** Opening SUPPLIED DATA block **

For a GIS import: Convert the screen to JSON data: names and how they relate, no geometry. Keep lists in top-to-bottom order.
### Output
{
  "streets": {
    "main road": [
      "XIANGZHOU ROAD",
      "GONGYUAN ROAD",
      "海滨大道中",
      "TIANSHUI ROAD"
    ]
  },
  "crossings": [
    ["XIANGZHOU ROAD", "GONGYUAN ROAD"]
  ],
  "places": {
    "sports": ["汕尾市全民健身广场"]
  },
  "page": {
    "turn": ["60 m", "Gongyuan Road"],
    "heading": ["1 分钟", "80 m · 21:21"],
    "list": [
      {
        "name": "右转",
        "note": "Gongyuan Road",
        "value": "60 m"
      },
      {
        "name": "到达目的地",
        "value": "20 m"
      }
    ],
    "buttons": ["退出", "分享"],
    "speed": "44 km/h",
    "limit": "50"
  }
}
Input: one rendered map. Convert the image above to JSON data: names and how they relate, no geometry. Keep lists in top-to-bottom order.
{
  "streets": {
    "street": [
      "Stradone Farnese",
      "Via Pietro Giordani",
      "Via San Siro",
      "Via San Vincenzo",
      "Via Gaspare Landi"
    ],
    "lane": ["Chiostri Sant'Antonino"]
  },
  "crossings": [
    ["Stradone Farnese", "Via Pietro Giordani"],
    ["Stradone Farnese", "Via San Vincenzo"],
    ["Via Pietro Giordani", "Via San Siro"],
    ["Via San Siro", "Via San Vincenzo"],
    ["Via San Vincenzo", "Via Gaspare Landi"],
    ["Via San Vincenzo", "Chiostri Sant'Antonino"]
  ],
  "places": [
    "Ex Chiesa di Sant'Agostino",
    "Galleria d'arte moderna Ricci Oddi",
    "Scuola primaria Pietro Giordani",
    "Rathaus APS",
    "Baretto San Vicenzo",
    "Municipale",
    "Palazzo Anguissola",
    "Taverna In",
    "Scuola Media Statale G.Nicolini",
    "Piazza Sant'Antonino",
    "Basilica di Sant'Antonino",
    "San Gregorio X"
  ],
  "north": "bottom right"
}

** Closing SUPPLIED DATA block **

HOW TO COMPLETE THIS TASK: The line containing "Input: one rendered" marks where to begin; the last line of the records marks where to stop. Copy both and all between, exactly.

WORKED SOLUTION:
Input: one rendered map. Convert the image above to JSON data: names and how they relate, no geometry. Keep lists in top-to-bottom order.
{
  "streets": {
    "street": [
      "Stradone Farnese",
      "Via Pietro Giordani",
      "Via San Siro",
      "Via San Vincenzo",
      "Via Gaspare Landi"
    ],
    "lane": ["Chiostri Sant'Antonino"]
  },
  "crossings": [
    ["Stradone Farnese", "Via Pietro Giordani"],
    ["Stradone Farnese", "Via San Vincenzo"],
    ["Via Pietro Giordani", "Via San Siro"],
    ["Via San Siro", "Via San Vincenzo"],
    ["Via San Vincenzo", "Via Gaspare Landi"],
    ["Via San Vincenzo", "Chiostri Sant'Antonino"]
  ],
  "places": [
    "Ex Chiesa di Sant'Agostino",
    "Galleria d'arte moderna Ricci Oddi",
    "Scuola primaria Pietro Giordani",
    "Rathaus APS",
    "Baretto San Vicenzo",
    "Municipale",
    "Palazzo Anguissola",
    "Taverna In",
    "Scuola Media Statale G.Nicolini",
    "Piazza Sant'Antonino",
    "Basilica di Sant'Antonino",
    "San Gregorio X"
  ],
  "north": "bottom right"
}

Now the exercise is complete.